Problem to solve >> Write out the records in full, exactly as given, but without the images.

_ _ _

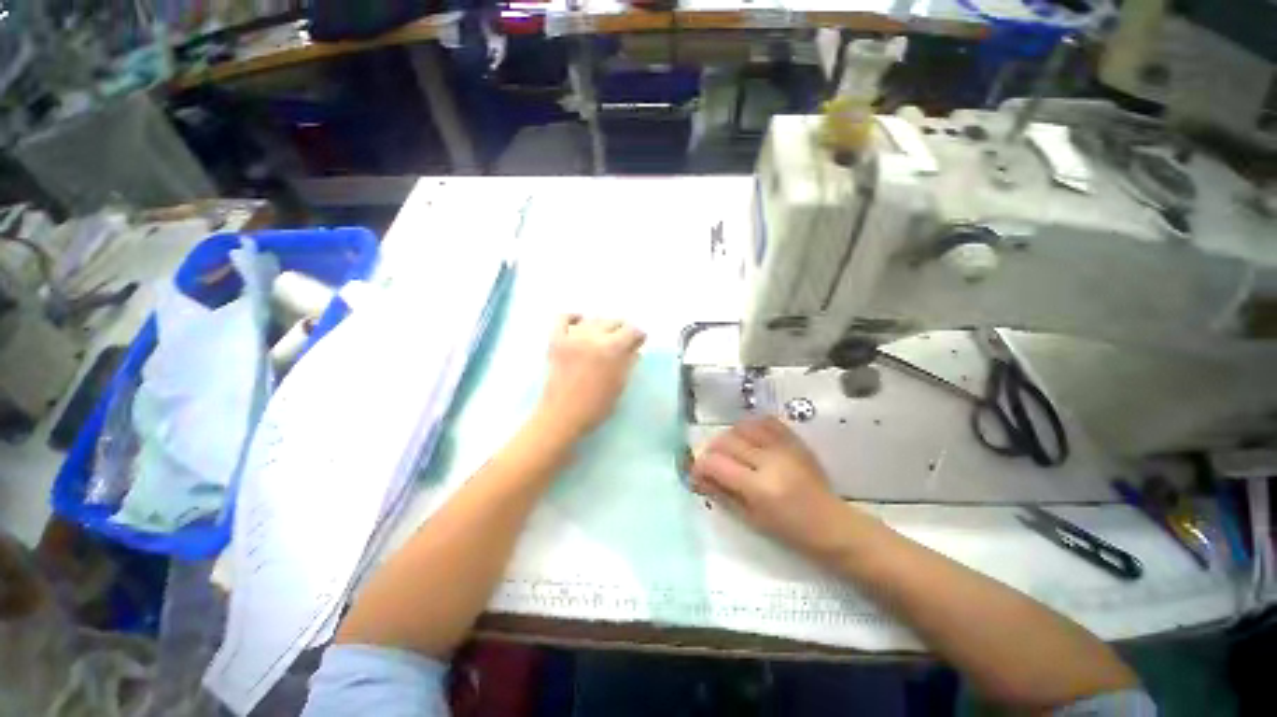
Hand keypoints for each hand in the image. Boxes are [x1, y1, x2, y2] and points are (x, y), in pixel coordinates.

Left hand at [537, 315, 644, 438]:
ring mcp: (572, 337)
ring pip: (592, 319)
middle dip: (622, 330)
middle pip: (613, 321)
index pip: (632, 330)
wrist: (561, 416)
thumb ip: (628, 363)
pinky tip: (580, 321)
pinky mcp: (556, 340)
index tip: (639, 342)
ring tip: (604, 336)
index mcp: (612, 349)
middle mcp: (593, 337)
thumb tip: (635, 350)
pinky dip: (573, 317)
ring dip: (602, 326)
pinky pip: (563, 318)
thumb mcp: (619, 385)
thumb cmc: (596, 406)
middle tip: (623, 341)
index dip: (638, 336)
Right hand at [691, 417, 851, 557]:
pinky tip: (748, 439)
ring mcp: (784, 447)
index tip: (697, 473)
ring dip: (729, 437)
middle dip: (711, 451)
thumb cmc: (790, 531)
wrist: (832, 524)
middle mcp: (770, 461)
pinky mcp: (794, 440)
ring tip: (730, 451)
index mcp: (759, 487)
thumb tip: (697, 477)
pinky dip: (750, 426)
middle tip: (712, 464)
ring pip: (742, 427)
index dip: (700, 466)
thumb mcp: (751, 519)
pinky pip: (765, 421)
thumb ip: (721, 494)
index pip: (716, 463)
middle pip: (726, 441)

_ _ _

Task response >>
Hand keypoints for each hand in the image. Boxes are [x1, y1, x2, y2] and points are (x, y), in pixel coordinates.

Left hand at [537, 315, 644, 438]:
ring mcp: (572, 337)
ring pip: (592, 319)
middle dip: (622, 330)
middle pip: (613, 321)
index pip: (632, 330)
wrist: (561, 416)
thumb ip: (628, 363)
pinky tip: (580, 321)
pinky mcp: (556, 340)
index tip: (639, 342)
ring tip: (604, 336)
index mcp: (612, 349)
middle mcp: (593, 337)
thumb tip: (635, 350)
pinky dip: (573, 317)
ring dip: (602, 326)
pinky pip: (563, 318)
thumb mcp: (619, 385)
thumb cmc: (596, 406)
middle tip: (623, 341)
index dip: (638, 336)
Right hand at [691, 417, 851, 557]:
pinky tip: (748, 439)
ring mcp: (784, 447)
index tip: (697, 473)
ring dip: (729, 437)
middle dip: (711, 451)
thumb cmc: (790, 531)
wrist: (832, 524)
middle mcp: (770, 461)
pinky mcp: (794, 440)
ring tip: (730, 451)
index mcp: (759, 487)
thumb tip: (697, 477)
pinky dip: (750, 426)
middle tip: (712, 464)
ring pip: (742, 427)
index dip: (700, 466)
thumb mcp: (751, 519)
pinky pip: (765, 421)
thumb ip: (721, 494)
index pip: (716, 463)
middle pip: (726, 441)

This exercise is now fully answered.